* **Your assignment**
Go line by line through the data and copy those with the word "edges".

Stored data entries:
Segment Open

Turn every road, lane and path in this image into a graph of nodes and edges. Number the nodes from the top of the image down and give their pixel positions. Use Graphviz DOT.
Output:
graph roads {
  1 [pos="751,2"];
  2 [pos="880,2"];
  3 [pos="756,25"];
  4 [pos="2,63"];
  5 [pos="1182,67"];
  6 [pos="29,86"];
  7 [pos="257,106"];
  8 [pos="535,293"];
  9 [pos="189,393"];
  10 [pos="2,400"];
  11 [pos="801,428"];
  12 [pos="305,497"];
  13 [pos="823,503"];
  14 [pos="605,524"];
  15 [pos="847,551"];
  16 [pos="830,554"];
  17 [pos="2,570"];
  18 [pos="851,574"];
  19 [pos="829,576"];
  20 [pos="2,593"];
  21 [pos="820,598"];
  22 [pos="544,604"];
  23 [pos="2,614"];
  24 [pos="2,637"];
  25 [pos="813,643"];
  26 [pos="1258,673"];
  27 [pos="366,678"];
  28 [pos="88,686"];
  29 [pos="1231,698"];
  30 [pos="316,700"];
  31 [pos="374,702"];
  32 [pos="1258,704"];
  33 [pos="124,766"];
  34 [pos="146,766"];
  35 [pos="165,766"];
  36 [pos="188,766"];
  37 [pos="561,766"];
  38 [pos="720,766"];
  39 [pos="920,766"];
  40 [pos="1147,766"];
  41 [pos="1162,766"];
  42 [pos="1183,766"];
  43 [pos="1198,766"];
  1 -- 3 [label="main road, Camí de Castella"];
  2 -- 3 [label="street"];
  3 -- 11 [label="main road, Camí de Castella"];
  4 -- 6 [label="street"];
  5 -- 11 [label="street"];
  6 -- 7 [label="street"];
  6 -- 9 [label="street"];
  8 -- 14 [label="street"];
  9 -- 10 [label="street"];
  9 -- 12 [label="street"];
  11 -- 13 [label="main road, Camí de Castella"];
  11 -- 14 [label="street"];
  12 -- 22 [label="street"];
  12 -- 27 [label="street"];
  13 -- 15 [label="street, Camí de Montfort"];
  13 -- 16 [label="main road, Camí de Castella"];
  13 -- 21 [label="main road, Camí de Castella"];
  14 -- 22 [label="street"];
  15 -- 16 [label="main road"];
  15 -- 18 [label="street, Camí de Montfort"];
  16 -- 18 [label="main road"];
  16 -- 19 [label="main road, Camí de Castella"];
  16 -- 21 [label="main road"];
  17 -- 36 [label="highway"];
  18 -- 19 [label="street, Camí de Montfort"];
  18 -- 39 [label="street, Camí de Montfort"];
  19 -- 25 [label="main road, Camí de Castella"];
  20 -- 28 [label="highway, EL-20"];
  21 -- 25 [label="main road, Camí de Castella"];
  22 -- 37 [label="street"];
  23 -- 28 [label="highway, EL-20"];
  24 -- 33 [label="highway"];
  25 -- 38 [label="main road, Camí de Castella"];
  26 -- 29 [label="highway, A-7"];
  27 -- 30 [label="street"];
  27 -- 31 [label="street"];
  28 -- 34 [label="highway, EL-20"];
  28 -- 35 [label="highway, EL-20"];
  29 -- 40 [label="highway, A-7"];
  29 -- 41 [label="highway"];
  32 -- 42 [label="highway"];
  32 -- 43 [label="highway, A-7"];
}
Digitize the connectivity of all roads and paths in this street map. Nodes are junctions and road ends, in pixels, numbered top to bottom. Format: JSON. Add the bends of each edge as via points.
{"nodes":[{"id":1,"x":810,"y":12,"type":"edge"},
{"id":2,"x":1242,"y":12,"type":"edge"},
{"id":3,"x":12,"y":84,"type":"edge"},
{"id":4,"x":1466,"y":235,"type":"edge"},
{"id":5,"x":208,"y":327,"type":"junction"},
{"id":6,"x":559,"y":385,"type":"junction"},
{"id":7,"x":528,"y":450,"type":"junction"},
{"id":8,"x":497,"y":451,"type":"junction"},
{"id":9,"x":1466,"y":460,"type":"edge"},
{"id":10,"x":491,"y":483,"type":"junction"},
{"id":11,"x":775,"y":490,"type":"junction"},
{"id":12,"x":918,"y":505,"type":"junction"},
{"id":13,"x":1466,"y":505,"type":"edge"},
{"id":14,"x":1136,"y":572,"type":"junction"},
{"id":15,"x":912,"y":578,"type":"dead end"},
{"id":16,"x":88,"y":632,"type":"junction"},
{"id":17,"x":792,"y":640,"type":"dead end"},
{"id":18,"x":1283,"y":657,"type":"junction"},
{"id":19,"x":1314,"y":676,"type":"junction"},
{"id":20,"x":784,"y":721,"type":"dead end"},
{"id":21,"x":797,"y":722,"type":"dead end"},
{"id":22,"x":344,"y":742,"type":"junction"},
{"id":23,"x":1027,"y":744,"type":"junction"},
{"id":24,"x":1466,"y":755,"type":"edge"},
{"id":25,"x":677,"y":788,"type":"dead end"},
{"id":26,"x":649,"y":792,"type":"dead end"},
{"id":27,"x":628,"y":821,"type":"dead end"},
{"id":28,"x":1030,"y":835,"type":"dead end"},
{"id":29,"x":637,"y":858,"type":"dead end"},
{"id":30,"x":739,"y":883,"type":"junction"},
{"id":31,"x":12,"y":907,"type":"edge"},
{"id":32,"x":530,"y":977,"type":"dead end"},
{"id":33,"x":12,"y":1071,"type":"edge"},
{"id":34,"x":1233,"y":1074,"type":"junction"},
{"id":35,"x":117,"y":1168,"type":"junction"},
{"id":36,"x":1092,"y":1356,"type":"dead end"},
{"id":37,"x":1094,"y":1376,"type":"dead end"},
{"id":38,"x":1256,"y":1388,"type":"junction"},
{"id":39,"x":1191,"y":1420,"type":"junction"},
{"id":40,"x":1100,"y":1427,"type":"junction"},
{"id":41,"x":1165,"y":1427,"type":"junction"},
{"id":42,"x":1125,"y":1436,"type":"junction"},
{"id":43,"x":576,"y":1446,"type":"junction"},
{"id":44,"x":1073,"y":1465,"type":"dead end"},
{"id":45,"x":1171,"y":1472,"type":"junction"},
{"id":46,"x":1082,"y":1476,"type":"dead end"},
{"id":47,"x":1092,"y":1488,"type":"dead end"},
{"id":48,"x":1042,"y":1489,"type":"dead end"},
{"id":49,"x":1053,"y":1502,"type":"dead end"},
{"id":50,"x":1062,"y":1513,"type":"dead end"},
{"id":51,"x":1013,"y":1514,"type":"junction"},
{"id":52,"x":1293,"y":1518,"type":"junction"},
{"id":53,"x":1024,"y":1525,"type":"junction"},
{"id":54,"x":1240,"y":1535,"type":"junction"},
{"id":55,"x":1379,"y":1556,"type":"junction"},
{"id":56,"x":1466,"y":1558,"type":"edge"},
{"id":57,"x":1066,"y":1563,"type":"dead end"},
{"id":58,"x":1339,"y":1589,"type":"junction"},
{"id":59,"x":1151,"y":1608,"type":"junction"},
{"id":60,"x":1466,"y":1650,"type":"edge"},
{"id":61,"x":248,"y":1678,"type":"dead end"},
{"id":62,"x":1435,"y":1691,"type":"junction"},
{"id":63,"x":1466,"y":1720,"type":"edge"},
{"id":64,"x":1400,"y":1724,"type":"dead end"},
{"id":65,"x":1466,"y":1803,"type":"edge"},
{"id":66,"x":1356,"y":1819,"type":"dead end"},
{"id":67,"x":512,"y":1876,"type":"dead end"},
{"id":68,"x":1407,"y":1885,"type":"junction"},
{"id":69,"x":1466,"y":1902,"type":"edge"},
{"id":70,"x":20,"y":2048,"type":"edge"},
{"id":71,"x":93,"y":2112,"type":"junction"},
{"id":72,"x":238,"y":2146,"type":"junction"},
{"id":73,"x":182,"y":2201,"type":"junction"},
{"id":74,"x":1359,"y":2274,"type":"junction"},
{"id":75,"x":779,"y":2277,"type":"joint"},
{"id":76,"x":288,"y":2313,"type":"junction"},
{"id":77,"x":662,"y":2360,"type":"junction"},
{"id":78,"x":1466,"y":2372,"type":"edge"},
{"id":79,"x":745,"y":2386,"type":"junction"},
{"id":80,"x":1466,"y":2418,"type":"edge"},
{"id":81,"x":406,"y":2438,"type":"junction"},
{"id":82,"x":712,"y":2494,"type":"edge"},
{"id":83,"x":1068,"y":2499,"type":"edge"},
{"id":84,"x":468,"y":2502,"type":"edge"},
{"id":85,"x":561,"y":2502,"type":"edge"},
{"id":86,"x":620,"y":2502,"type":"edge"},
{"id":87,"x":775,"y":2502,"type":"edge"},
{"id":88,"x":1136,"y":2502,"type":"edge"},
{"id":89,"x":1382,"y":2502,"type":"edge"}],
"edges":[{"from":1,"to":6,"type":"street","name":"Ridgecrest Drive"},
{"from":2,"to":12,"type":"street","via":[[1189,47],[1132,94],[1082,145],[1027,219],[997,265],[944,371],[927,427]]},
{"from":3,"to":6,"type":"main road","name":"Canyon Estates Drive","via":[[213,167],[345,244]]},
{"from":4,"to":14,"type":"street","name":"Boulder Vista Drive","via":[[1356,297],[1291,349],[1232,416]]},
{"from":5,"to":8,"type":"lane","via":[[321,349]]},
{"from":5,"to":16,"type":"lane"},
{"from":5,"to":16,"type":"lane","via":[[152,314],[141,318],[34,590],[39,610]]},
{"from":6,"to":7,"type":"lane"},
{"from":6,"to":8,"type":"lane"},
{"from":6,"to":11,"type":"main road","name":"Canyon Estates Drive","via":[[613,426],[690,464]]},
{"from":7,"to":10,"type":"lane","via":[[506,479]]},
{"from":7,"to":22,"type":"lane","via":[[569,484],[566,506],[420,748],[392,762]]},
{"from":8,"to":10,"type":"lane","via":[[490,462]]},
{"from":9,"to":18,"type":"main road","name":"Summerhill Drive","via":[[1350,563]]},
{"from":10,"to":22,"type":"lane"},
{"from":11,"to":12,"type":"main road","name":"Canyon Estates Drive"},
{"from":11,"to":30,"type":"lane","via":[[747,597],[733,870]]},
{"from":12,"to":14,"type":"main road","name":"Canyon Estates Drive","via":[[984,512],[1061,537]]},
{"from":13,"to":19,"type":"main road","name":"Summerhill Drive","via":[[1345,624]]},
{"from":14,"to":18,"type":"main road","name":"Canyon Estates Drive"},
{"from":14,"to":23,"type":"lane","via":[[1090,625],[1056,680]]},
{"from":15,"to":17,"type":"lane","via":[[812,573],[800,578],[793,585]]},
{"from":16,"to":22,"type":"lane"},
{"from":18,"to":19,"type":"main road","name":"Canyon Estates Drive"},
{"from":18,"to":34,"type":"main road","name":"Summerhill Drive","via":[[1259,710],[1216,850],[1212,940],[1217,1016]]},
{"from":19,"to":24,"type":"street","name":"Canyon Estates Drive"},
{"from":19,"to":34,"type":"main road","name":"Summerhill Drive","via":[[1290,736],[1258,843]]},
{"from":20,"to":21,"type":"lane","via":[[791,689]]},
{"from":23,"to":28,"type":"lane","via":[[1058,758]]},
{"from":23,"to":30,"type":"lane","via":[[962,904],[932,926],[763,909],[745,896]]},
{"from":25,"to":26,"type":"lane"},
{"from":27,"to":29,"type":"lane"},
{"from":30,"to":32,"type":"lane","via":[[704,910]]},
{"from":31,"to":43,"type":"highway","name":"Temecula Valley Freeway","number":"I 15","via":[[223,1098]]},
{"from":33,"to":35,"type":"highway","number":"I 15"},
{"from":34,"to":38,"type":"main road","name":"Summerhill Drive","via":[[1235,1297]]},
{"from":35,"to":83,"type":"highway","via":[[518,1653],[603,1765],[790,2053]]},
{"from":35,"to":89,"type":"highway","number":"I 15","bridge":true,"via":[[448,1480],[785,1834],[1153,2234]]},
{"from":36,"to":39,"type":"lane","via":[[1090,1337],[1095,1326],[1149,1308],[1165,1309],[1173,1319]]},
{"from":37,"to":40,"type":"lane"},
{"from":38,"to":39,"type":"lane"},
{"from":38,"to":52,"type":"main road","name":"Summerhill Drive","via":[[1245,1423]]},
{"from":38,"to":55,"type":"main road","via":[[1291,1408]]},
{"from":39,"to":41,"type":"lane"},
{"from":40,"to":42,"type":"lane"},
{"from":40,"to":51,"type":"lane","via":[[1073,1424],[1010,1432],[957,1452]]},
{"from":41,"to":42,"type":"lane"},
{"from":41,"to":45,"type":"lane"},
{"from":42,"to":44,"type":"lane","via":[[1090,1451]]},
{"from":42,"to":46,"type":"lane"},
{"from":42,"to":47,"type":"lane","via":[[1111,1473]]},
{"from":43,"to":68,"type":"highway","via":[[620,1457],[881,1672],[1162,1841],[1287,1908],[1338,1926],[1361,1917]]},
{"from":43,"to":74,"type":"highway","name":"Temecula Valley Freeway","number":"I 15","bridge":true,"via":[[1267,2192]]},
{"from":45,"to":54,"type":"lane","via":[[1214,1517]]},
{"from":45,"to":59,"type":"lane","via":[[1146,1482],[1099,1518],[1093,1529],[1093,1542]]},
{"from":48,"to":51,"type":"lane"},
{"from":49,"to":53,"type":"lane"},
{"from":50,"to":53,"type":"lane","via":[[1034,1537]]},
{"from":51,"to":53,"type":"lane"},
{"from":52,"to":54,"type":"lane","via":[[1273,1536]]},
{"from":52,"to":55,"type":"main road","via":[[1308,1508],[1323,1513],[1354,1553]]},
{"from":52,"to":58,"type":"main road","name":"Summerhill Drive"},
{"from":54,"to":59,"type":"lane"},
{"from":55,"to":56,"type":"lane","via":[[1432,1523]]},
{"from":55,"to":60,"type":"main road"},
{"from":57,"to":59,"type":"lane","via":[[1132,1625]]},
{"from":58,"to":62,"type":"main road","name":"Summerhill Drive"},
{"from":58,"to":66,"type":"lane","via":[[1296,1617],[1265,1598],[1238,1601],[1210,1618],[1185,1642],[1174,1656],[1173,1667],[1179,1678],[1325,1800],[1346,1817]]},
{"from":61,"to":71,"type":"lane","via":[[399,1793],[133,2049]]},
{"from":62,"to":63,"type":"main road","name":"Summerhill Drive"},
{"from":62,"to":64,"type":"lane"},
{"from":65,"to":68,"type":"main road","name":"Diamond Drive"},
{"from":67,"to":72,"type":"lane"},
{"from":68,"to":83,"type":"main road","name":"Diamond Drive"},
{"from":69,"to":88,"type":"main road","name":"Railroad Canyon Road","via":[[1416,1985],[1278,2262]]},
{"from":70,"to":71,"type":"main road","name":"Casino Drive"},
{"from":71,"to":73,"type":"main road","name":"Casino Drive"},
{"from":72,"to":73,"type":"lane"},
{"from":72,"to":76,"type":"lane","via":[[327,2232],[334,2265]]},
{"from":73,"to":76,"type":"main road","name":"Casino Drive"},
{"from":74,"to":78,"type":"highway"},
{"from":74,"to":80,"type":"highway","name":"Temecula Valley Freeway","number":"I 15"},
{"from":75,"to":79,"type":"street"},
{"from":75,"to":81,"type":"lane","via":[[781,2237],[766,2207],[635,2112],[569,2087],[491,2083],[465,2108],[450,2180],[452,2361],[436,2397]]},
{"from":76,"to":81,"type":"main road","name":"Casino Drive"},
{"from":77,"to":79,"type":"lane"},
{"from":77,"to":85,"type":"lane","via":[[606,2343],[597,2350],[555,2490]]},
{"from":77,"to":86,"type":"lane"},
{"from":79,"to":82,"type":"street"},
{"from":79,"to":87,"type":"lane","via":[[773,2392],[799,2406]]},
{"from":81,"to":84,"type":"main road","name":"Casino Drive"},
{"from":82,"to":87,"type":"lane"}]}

Segment Closed

* **Response**
Turn every road, lane and path in this image into a graph of nodes and edges. Number the nodes from the top of the image down and give their pixel positions. Use Graphviz DOT.
"edges":[{"from":1,"to":6,"type":"street","name":"Ridgecrest Drive"},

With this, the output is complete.